A MW wouldn't have cared about water breaking until that 24 hr mark after the first exam, some don't even do but one vaginal exam, and that's when a mom feels pushy, they encourage you to pushy when you feel it, that is what probably caused your "membranes" (I think they were talking about your perineum) to swell.

Being on your back, pushing, holding breath for 10 seconds, etc, does swell your perineum, this is why most MW only use this when needed to get the baby out quickly.

Yes, they baby would have most likely turned on it's own from posterior (sunny side up), and a MW would have not only let this happen, but recognized it early and helped turn the baby with multiple position changes and techniques.

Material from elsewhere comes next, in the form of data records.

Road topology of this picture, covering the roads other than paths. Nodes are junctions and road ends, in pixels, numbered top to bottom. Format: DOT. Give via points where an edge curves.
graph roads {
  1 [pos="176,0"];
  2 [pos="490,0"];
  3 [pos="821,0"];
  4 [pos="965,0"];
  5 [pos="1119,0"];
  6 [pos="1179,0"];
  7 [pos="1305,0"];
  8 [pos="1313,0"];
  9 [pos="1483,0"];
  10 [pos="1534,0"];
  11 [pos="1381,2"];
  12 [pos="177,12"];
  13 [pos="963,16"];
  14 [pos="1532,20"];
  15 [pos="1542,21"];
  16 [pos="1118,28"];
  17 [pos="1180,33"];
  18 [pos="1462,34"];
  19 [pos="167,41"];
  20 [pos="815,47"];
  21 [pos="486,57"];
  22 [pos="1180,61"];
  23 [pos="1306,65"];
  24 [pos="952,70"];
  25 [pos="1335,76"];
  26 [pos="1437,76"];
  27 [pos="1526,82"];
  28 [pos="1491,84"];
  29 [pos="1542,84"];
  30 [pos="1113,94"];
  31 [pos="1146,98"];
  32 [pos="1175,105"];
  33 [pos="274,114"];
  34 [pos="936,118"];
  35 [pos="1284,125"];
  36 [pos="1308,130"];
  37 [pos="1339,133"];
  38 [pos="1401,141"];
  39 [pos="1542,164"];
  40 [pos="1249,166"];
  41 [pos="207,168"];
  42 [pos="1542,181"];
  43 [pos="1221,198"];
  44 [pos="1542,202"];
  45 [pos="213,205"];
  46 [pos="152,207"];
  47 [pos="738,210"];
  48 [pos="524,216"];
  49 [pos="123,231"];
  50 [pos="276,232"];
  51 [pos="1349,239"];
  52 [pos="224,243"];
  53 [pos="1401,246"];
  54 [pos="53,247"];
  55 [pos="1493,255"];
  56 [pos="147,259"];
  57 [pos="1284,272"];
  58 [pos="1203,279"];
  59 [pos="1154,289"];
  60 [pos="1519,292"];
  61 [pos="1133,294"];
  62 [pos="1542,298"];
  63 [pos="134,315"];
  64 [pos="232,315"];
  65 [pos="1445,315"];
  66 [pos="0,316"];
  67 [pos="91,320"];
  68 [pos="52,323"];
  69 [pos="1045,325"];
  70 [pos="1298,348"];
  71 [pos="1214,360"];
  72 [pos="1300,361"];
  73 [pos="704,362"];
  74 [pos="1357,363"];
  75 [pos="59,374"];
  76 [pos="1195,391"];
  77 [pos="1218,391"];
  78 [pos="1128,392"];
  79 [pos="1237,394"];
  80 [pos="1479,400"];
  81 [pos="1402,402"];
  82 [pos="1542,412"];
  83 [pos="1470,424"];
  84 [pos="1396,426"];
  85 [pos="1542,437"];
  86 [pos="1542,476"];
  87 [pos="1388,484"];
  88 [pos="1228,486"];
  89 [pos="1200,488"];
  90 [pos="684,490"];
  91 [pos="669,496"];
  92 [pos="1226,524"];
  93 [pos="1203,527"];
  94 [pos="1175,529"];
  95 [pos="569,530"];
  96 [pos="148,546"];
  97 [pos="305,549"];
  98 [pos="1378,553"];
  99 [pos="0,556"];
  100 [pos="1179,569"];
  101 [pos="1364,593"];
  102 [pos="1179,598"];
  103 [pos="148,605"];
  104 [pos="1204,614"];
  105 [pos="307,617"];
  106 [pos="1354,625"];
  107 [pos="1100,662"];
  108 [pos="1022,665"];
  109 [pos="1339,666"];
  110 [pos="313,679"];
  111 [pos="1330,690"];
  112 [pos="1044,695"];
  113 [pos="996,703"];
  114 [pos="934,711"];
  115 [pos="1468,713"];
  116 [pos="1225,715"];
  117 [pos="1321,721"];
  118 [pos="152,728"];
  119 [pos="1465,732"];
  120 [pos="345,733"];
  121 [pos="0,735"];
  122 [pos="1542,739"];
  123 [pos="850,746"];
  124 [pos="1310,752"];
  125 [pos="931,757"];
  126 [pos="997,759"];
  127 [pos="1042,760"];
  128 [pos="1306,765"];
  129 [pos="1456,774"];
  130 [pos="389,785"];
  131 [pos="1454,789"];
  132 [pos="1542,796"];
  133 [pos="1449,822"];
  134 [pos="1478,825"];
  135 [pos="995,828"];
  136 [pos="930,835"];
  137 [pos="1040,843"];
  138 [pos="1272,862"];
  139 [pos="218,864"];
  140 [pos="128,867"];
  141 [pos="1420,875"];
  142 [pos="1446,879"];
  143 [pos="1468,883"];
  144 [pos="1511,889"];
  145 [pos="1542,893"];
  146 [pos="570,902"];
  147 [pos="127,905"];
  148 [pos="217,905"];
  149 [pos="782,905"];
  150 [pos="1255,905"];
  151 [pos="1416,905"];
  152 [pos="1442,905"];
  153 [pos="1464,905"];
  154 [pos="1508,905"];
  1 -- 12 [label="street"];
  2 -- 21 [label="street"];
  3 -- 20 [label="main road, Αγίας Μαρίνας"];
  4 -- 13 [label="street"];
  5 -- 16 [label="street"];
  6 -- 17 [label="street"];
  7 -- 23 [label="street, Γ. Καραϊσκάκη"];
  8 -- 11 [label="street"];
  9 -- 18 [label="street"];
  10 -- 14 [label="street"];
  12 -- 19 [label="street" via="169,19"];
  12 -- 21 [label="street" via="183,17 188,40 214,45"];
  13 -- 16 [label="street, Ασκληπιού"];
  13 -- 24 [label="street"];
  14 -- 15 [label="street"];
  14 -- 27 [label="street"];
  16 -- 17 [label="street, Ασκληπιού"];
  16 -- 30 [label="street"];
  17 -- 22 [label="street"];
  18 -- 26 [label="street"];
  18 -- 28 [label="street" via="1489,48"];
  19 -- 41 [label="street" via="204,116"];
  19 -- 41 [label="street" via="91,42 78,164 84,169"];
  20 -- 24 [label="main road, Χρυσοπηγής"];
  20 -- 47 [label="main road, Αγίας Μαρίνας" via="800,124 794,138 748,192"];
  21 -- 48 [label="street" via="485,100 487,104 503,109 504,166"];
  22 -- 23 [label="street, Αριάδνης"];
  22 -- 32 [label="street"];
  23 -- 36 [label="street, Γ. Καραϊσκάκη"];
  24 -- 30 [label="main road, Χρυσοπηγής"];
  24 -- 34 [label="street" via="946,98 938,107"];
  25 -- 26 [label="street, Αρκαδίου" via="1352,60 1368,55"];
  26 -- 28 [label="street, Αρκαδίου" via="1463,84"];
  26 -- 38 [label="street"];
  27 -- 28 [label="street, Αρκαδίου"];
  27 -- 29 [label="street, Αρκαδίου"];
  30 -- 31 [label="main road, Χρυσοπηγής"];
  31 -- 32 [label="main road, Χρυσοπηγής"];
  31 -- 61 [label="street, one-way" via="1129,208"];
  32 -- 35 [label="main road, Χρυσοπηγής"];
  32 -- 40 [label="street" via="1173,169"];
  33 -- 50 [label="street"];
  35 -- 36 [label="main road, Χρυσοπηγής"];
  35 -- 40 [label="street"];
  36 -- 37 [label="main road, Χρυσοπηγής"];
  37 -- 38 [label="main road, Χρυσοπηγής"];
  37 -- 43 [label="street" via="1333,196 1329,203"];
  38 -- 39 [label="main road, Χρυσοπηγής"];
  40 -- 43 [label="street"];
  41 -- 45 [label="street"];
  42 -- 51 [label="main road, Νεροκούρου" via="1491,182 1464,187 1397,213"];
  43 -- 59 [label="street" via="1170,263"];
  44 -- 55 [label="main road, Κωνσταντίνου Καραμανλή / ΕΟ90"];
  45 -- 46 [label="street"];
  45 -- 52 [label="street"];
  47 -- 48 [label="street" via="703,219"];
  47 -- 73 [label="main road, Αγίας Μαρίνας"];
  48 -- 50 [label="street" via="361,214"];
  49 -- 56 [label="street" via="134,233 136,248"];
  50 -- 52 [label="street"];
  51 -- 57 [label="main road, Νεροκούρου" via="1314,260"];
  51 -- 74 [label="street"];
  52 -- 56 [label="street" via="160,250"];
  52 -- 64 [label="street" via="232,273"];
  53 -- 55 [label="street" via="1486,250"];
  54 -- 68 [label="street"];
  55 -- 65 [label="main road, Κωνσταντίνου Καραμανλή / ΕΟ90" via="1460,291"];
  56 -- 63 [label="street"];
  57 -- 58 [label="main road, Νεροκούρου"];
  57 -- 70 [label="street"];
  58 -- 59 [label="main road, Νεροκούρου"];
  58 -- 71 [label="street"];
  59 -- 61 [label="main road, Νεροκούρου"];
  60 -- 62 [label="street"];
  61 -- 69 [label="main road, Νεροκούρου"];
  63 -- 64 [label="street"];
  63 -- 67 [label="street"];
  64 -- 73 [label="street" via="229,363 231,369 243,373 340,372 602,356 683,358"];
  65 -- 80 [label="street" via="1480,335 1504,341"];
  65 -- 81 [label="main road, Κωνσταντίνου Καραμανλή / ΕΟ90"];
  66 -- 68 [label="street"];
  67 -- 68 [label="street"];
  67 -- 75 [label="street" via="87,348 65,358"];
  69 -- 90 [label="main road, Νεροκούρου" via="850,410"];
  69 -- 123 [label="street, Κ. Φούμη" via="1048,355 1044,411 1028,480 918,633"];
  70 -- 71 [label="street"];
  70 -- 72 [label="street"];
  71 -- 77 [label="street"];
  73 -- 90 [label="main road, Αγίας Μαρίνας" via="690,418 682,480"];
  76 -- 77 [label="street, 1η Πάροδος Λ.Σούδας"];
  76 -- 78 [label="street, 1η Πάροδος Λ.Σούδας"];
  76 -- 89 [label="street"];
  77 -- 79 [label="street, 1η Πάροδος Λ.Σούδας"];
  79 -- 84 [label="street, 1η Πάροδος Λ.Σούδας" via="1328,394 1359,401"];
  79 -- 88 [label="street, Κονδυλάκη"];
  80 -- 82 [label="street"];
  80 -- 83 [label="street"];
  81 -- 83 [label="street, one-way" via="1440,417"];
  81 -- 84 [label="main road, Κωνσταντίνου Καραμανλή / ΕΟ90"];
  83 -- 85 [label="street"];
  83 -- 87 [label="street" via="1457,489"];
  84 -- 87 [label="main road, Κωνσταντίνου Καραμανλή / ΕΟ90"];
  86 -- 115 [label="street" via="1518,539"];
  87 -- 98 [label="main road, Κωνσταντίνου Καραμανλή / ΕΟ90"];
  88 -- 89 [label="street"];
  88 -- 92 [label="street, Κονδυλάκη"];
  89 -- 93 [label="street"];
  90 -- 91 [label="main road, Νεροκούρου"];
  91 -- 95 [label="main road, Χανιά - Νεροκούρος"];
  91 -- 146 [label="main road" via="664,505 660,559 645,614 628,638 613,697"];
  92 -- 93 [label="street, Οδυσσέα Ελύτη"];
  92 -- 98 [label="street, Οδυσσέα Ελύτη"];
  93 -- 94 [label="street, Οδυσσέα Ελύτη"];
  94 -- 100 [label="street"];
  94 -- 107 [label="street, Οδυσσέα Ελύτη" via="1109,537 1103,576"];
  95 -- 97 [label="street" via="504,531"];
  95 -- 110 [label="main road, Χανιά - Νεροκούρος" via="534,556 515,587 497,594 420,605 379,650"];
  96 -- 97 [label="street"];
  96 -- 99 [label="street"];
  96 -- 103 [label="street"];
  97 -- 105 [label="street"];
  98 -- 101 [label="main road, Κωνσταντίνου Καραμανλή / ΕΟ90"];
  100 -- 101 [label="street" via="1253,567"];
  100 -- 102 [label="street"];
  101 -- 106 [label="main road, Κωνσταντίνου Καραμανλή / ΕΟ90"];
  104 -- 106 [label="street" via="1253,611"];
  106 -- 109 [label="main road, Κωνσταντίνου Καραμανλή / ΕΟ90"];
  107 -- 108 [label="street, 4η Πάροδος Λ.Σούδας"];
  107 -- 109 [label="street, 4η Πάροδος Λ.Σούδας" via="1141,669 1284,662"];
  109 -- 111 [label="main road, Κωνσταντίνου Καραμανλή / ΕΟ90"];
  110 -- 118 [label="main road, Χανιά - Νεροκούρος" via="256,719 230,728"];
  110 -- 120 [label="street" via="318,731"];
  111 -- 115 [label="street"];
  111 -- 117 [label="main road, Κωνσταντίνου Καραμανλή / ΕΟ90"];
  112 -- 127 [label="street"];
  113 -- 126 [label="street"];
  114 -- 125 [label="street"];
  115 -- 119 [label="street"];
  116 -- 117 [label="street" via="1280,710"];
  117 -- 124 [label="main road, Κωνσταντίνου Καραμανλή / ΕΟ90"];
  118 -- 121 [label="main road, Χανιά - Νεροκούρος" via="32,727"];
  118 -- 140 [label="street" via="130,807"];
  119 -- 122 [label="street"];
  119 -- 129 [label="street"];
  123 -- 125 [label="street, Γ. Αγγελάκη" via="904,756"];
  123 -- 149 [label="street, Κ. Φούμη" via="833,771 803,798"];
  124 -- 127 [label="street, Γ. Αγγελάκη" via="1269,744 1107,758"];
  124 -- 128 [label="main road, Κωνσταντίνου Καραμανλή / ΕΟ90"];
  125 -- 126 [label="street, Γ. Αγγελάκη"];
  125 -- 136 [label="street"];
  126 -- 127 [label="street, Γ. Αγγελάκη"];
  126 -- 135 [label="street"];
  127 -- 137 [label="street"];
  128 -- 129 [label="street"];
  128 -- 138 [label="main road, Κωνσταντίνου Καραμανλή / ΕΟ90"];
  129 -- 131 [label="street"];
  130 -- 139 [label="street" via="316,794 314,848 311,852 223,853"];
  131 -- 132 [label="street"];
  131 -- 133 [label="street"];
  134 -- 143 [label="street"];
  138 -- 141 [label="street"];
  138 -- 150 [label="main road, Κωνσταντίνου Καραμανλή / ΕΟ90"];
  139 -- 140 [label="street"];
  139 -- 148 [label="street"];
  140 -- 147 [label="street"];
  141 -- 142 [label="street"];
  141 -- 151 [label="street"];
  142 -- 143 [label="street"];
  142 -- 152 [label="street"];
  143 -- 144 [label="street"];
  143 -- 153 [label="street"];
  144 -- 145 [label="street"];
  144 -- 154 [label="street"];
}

Yes, they encourage you to eat and drink. A woman in labor burns 800 calories an hour. You need to be putting those calories back in. The risk of eating and drinking is that if you have to have a c/s under general anesthesia, you "can" vomit and breath that vomit. This has been disproven, as the max amount of fluid in your stomach is enough to cause this damage. It's very rare, and that is why the benefit of eating and drinking is much more than the risk.


I would like to say this. You and your birth team did the best they knew how at the time. Our son was born by c/s after a birthing center planned birth that transferred to hospital. The MW there were very new and didn't really know how to help me and support me the way I needed. I was angry for so long at everyone, and that is okay to grieve the loss you have of the birth experience you wanted. The MW, me, my husband, the OB, and nurses all did the best they could with the knowledge they had. It wasn't good enough for our case though. This time, we are having an HBAC with a MW who HBACed her second baby, and a Doula how is chapter leader at ICAN locally. We are much more prepared. I read the book Rebounding from Childbirth and it really helped me heal from my experience. Also, go to an ICAN meeting and talk to some women who know and can relate to you. They can help a lot with healing.

Much Love your way!
post #9 of 10
I have 2 friends with almost the EXACT same birthing story. I actually think that the baby's positioning is a big factor. Some OP babies (sunny-side-up) have their chins tucked to their chest and can enter the pelvic opening. Others have their chins extended, and do not engage easily in the pelvis. From what I understand, this can lead to premature rupture of membranes, difficulty dilatiing, and extreme difficulty pushing.

FWIW, my two friends were both in hospitals, but both had desire for natural birth, and relatively supportive providers. They both had PROM, labored in the tubs, rex'd pit, ended up with epidurals (after hours and hours of little progress even w/the pit) and both ended up with c-sections. Your story sounds pretty similar to theirs.

Did anyone ever say the words "unfavorable brow presentation" to you? This was a major factor for both of my friends.
post #10 of 10
Thread Starter 
Thanks for listening to me Mamas and for helping me to understand. I don't recall anyone saying "unfavorable brow presentation" to me. I'm thinking about getting a copy of my medical records to see what's in there. I'm not sure I had difficulty dilating. The nurse told me I was dilating as much per hour as I should be.